* _Problem requirements_
The reply should hold only the lines from the one with "pinky dip: (247, 240)" through the end of the data, each given exactly.

(Excerpts from a dataset)
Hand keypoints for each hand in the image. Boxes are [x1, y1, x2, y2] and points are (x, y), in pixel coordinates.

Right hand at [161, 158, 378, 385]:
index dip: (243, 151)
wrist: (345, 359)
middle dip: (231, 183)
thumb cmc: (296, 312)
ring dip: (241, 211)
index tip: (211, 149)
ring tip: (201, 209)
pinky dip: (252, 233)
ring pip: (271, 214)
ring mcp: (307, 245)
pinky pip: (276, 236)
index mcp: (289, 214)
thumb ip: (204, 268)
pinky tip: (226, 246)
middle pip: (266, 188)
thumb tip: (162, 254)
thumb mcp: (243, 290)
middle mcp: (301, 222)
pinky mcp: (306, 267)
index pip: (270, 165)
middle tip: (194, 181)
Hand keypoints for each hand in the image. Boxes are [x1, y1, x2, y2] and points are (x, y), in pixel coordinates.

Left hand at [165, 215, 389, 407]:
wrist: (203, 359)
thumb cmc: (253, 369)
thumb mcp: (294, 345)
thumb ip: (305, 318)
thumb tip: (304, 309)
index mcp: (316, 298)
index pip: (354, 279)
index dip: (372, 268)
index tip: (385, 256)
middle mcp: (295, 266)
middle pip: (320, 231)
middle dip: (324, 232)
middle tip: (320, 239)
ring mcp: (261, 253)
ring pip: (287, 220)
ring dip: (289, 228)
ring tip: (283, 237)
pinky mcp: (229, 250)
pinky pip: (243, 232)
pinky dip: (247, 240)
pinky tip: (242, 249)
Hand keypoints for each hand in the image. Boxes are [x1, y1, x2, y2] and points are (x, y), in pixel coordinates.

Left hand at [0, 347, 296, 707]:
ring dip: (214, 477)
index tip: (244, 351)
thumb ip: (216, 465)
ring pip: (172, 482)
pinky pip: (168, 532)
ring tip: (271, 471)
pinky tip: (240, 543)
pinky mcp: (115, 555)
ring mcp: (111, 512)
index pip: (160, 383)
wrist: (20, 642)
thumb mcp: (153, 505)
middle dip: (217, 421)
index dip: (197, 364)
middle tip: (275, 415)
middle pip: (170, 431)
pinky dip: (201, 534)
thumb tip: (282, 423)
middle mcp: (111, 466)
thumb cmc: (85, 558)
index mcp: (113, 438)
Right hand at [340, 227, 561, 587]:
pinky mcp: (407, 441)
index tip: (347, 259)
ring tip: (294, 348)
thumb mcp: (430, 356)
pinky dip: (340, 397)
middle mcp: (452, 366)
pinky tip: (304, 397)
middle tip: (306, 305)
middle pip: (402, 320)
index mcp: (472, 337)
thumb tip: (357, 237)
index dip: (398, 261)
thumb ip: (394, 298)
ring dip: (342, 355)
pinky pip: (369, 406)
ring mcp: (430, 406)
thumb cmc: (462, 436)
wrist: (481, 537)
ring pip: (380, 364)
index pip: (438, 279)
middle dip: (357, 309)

* _Task solution_
pinky dip: (247, 240)
pinky tip: (242, 249)
Hand keypoints for each hand in the image. Boxes are [x1, y1, x2, y2] and points are (x, y), in pixel coordinates.

Left hand at [0, 347, 296, 707]:
ring dip: (214, 477)
index tip: (244, 351)
thumb ip: (216, 465)
ring pip: (172, 482)
pinky pip: (168, 532)
ring tip: (271, 471)
pinky tip: (240, 543)
pinky mcp: (115, 555)
ring mcp: (111, 512)
index pip: (160, 383)
wrist: (20, 642)
thumb mcp: (153, 505)
middle dip: (217, 421)
index dip: (197, 364)
middle tip: (275, 415)
middle pip: (170, 431)
pinky dip: (201, 534)
thumb tip: (282, 423)
middle mcp: (111, 466)
thumb cmc: (85, 558)
index mcp: (113, 438)
Right hand at [340, 227, 561, 587]:
pinky mcp: (407, 441)
index tip: (347, 259)
ring tip: (294, 348)
thumb mcp: (430, 356)
pinky dip: (340, 397)
middle mcp: (452, 366)
pinky tip: (304, 397)
middle tip: (306, 305)
middle pip: (402, 320)
index mcp: (472, 337)
thumb tip: (357, 237)
index dip: (398, 261)
thumb ip: (394, 298)
ring dip: (342, 355)
pinky pip: (369, 406)
ring mcp: (430, 406)
thumb cmc: (462, 436)
wrist: (481, 537)
ring pip: (380, 364)
index pip: (438, 279)
middle dip: (357, 309)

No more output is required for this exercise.